Oneida’s Bobby Matador on Videogames, Virtuosity and Repetition

Games Features Oneida

In this month’s Leaderboard, Bobby Matador of the noise-rock band Oneida discusses how the game Kaboom influenced his music.

Wizards of Kaboom

Slap a date on me: I started with Kaboom. 2600, paddle control, little 8-bit Hamburglar-looking guy dropping Sacco-Vanzetti anarchist bombs off a bridge or something. And what was I? Buckets. From your perspective, unless you’re my vintage, this HAS to be the lamest game ever: You’re a stack of buckets! But videogames are funny, aren’t they? No matter the premise, they can wrap escapism, noise-lust, feverish pattern-matching, trash-talking and the collar-popping strut of earned expertise into a chewy package no matter what the content is, or how it appears to the uninitiated.

The elements of Kaboom that still seem potent 32 years after its release serve as a recipe for the music I make, I realize now: breakneck chaos compressed into severely limited patterns, unceasing repetition, instinct triumphing over conscious choice, barely tonal blasts of sound that cause most people to leave the room—hey, it’s Oneida! Fragments of this game bang around inside me. The boneheaded, binary simplicity of paddle gameplay in thrall to obsessive focus is how I play my music. Kaboom is thug improv.

Really, though, I was never that good at Kaboom, or any games actually, at least not when it mattered. And the way I saw it then, and still see it, it only matters if you’re good at the new stuff—is that still true? That two years’ practice might get you the skills, but by then nobody cares?

When it still mattered the Katis brothers were amazing. UNTOUCHABLE at Kaboom, if 30-year old memories can be trusted. My older brother’s friend Jamie, his older brothers…Wait a minute—what was I doing at their house, allowed to hang around? Some useless little 8-year-old grub? I guess I was an audience, and chops demand an audience.

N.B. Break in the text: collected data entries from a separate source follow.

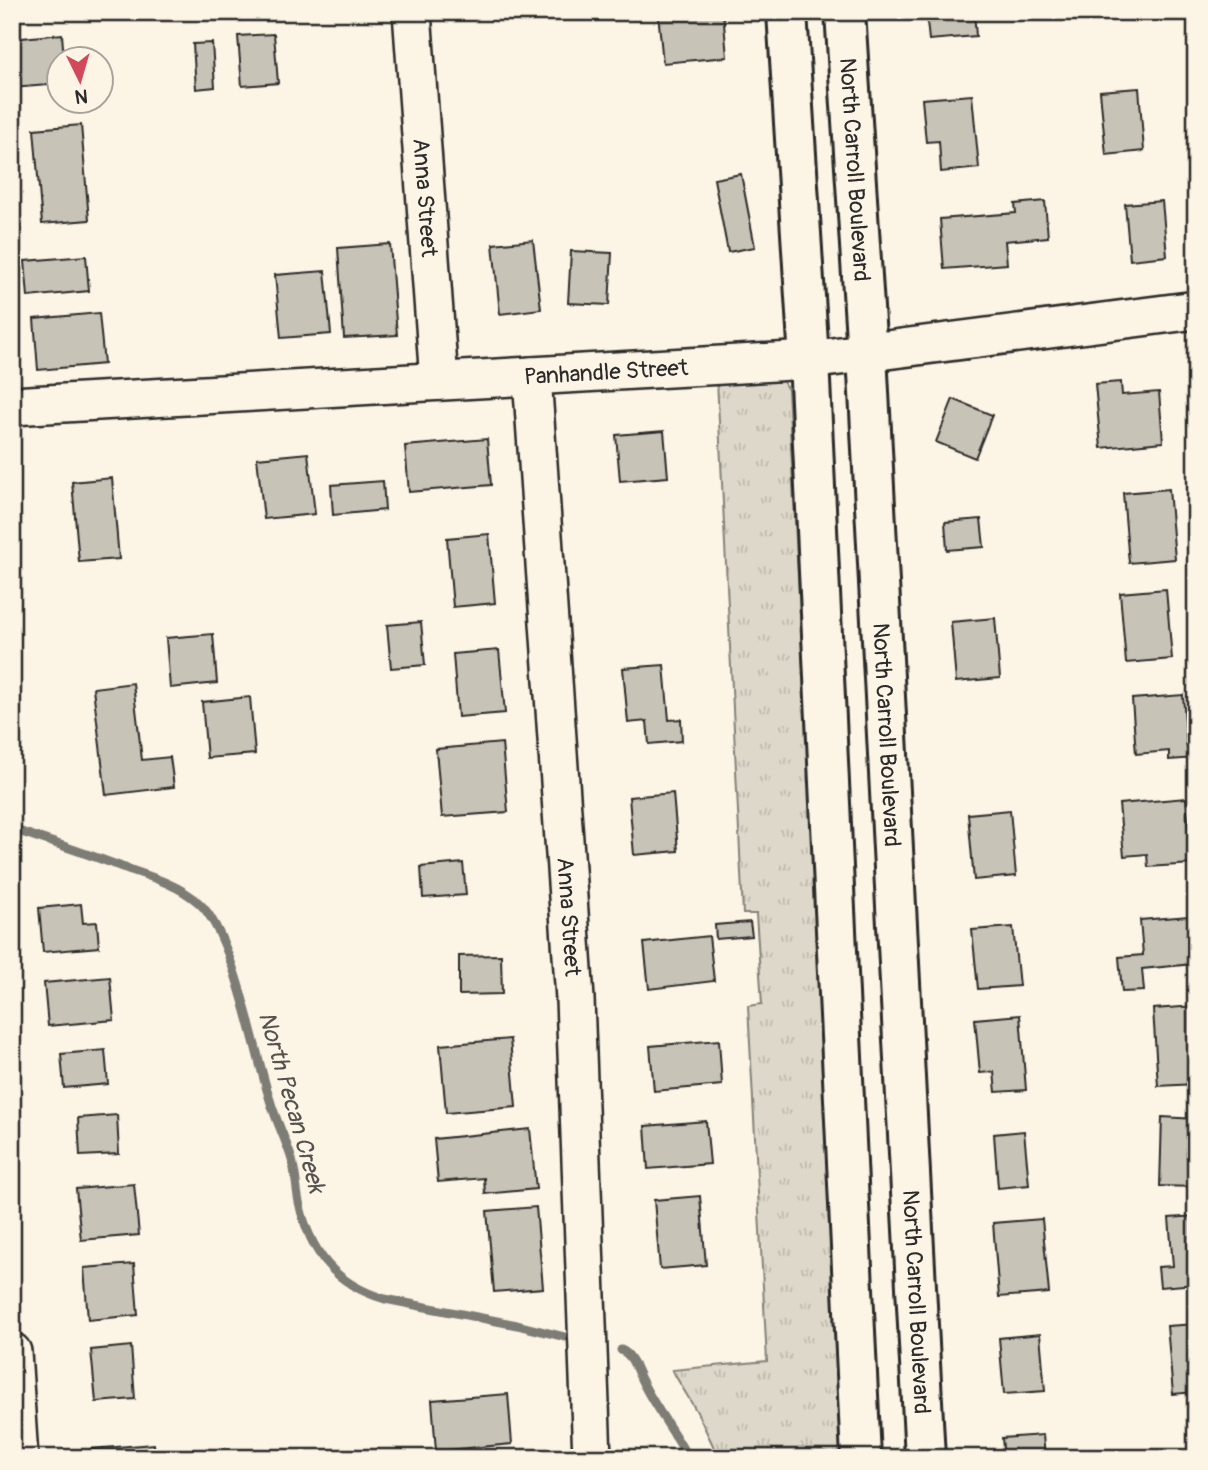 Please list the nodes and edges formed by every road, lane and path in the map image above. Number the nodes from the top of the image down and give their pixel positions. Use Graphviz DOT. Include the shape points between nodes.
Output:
graph roads {
  1 [pos="412,12"];
  2 [pos="787,12"];
  3 [pos="845,12"];
  4 [pos="1196,310"];
  5 [pos="867,354"];
  6 [pos="809,360"];
  7 [pos="532,376"];
  8 [pos="439,381"];
  9 [pos="12,407"];
  10 [pos="12,1352"];
  11 [pos="19,1458"];
  12 [pos="592,1458"];
  13 [pos="861,1458"];
  14 [pos="925,1458"];
  1 -- 8 [label="street, Anna Street"];
  2 -- 6 [label="main road"];
  3 -- 5 [label="main road, North Carroll Boulevard"];
  4 -- 5 [label="street, Panhandle Street"];
  5 -- 6 [label="street, Panhandle Street"];
  5 -- 14 [label="main road, North Carroll Boulevard"];
  6 -- 7 [label="street, Panhandle Street"];
  6 -- 13 [label="main road"];
  7 -- 8 [label="street, Panhandle Street"];
  7 -- 12 [label="street, Anna Street" via="575,999"];
  8 -- 9 [label="street, Panhandle Street"];
  10 -- 11 [label="street"];
} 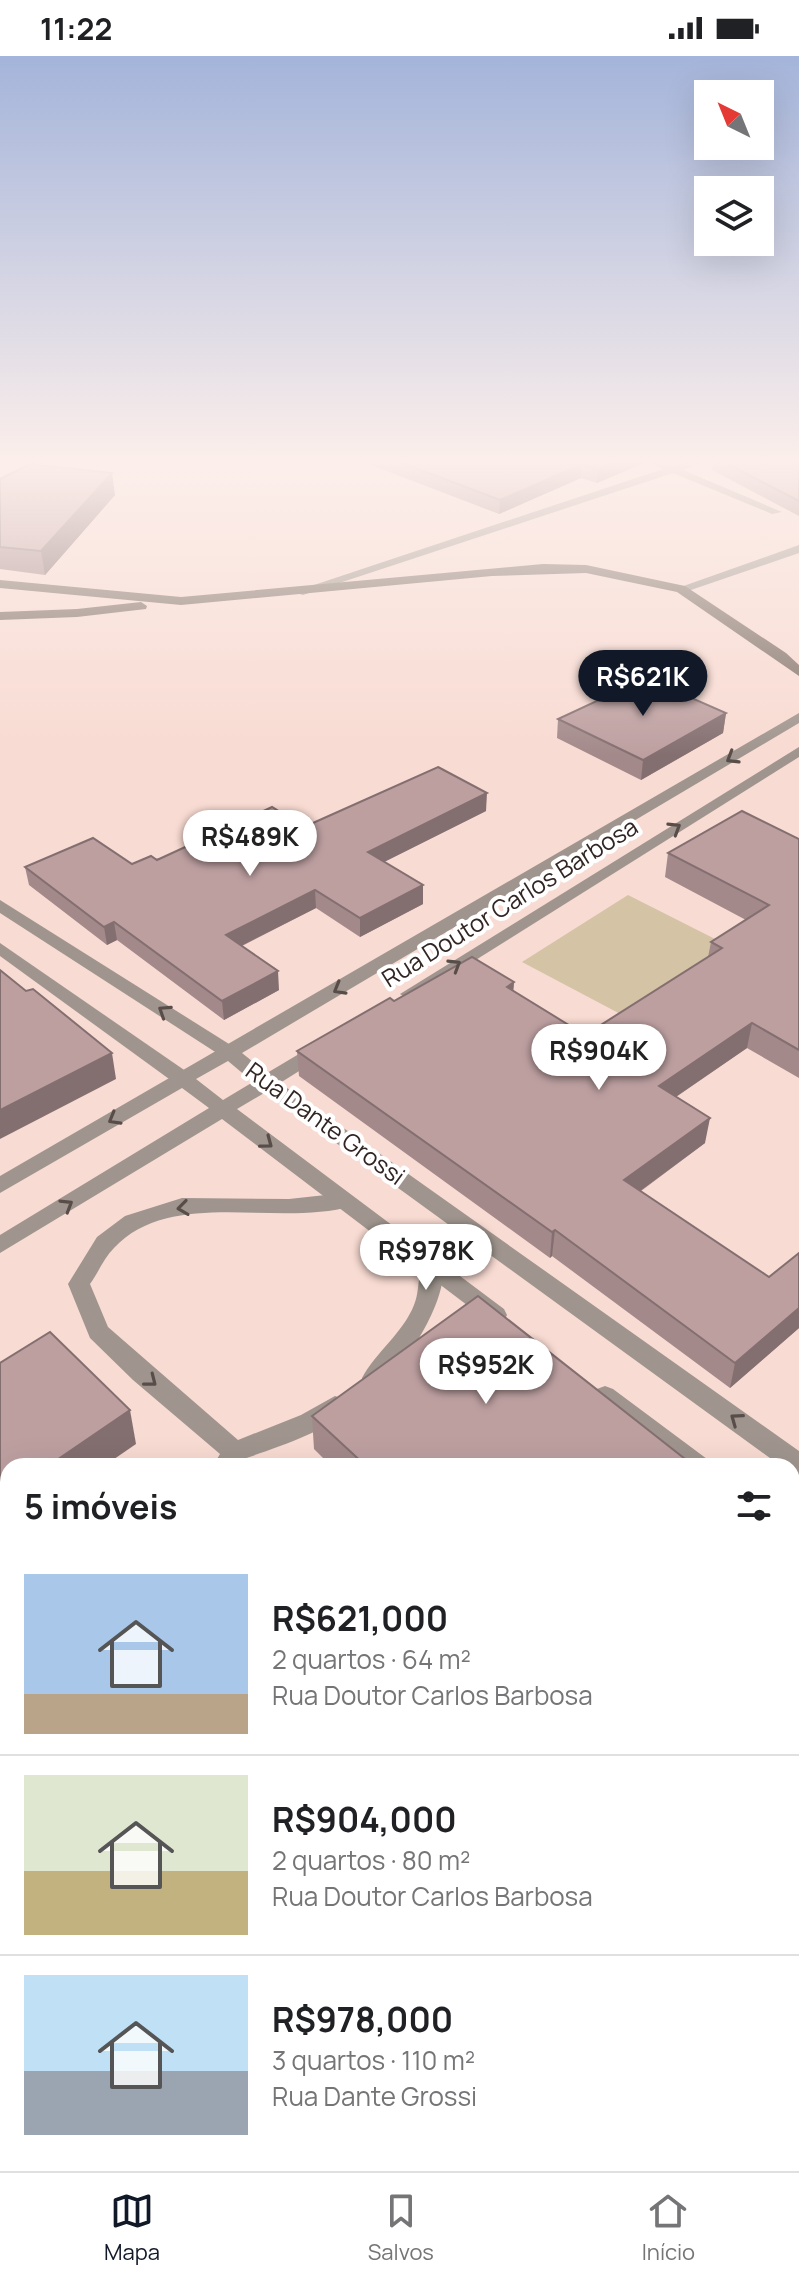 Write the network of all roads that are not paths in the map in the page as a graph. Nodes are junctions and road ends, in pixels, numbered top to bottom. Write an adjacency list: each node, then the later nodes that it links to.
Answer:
1 (401, 559): 5 (street)
2 (770, 559): 4 (street)
3 (0, 584): 6 (main road)
4 (681, 589): 5 (main road); 9 (main road)
5 (299, 592): 6 (main road)
6 (181, 601): 7 (main road)
7 (0, 616)
8 (799, 653): 9 (main road)
9 (781, 656): 10 (main road)
10 (799, 672)
11 (799, 717): 13 (street, Rua Doutor Carlos Barbosa, one-way to 13)
12 (799, 751): 13 (street, Rua Doutor Carlos Barbosa, one-way to 12)
13 (563, 877): 16 (street, Rua Doutor Carlos Barbosa, one-way to 13); 18 (street, Rua Doutor Carlos Barbosa, one-way to 18)
14 (0, 905): 18 (street, Rua Dante Grossi, one-way to 14)
15 (0, 948): 19 (street, Rua Dante Grossi)
16 (398, 1001)
17 (332, 1042): 20 (street)
18 (230, 1053): 19 (street, Rua Doutor Carlos Barbosa); 20 (street, Rua Dante Grossi)
19 (183, 1079): 21 (street, Rua Dante Grossi); 22 (street, Rua Doutor Carlos Barbosa, one-way to 22)
20 (267, 1083): 21 (street); 31 (street, Rua Dante Grossi, one-way to 20)
21 (224, 1110): 23 (street, Rua Dante Grossi, one-way to 23); 24 (street, one-way to 21)
22 (0, 1186)
23 (344, 1201): 25 (street, Rua Dante Grossi); 28 (street, one-way to 28)
24 (0, 1245)
25 (432, 1267): 26 (street, Rua Dante Grossi); 29 (street)
26 (508, 1324)
27 (584, 1381): 30 (street)
28 (229, 1458)
29 (232, 1458)
30 (687, 1458)
31 (789, 1458) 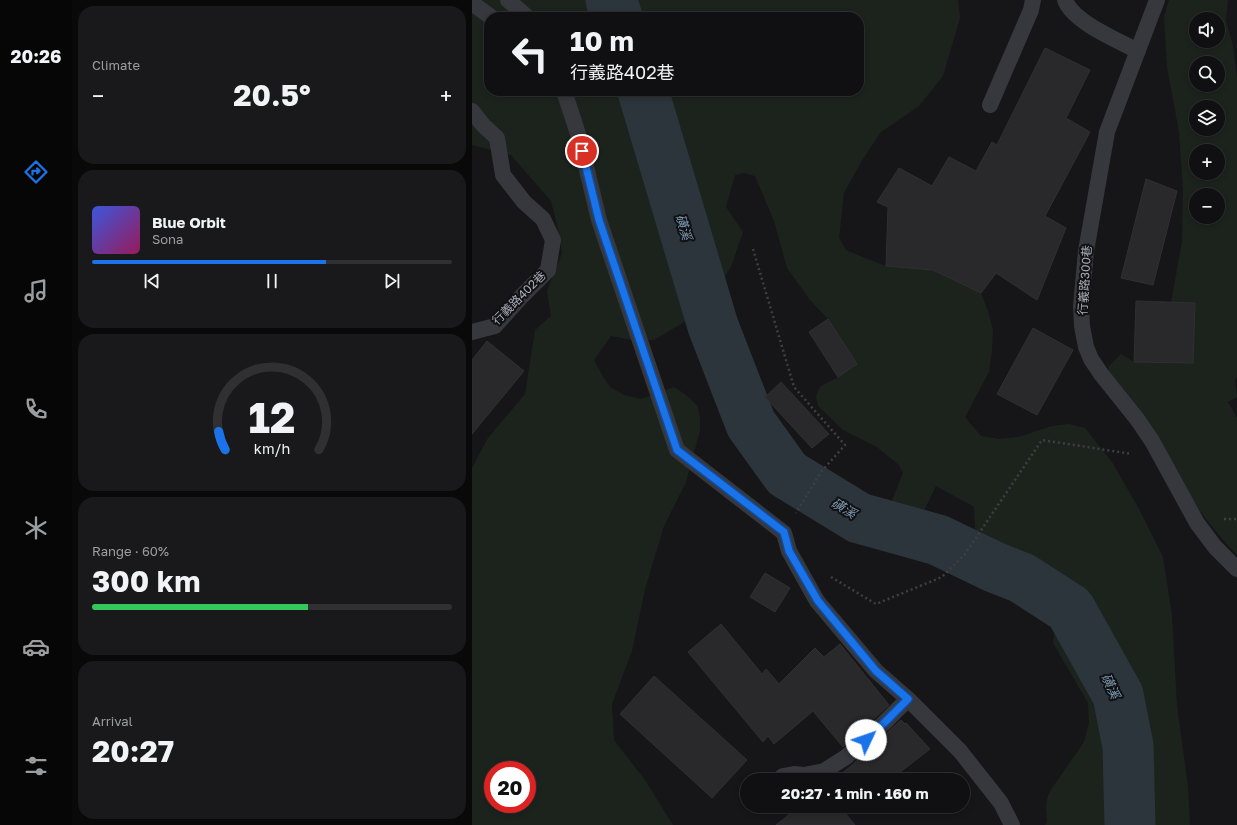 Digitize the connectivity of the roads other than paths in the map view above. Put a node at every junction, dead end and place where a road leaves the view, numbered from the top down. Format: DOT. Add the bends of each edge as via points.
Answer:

Kaboom mesmerized me. It was new, it was impossibly fast, it sounded like Tron light-cycles backfiring, and watching the Katis brothers whip through level after level imprinted on me a sense of wonder at what appeared to me an unreachable summit of mastery: This is what it looks like to be GREAT at something. How can that happen? Are you born this way? Do you have to have a lot of money? Do you understand things about the world and about machines and about people that I don’t, and never will? Kids’ questions, to be sure, but I think I still ask them—don’t you? Maybe not about Kaboom, or about gaming—I hope not, at least—but when I encounter mastery even now as an adult, it’s shrouded in mystery, especially mastery of technique, or technology, or craft. And I know now where mastery comes from: repetition, dedication, and sacrificing other things—defining the necessary against the unnecessary, and taking sustained, disciplined action to act on that distinction.

Now, when I feel that thrill of adulation toward wizardry or virtuosity, I can (and do) judge the chops against that very distinction: Is the achievement worth the sacrifice? But that power, the thrust of admiration, isn’t diminished much even by that exercise. And I can’t help but wonder: Is there anything I do that inspires the same compromised, suspect admiration in others? Does everyone move within his or her own halo of mastery, that’s mysterious only to the audience and not the actor? Did the Katis brothers understand the monumental nature of their achievements in Kaboom—or did it just feel like a game? Because no matter how good I ever got at any game, or at shredding, or skating, or whatever—hey, even if I did finish Datasoft’s Conan: Hall of Volta (for Apple II)—and you better believe I did!—I never felt that coruscating radiance of supreme achievement, and I can’t help but keep wondering if I’m actually never going to get there; never be a wizard of Kaboom, left instead to justify my own simple deeds as compromises of necessity.

Bobby Matador (birth name: Robertson Thacher) plays organ in the experimental musical combo Oneida. Oneida has released about a dozen albums on Jagjaguwar since the turn of the century.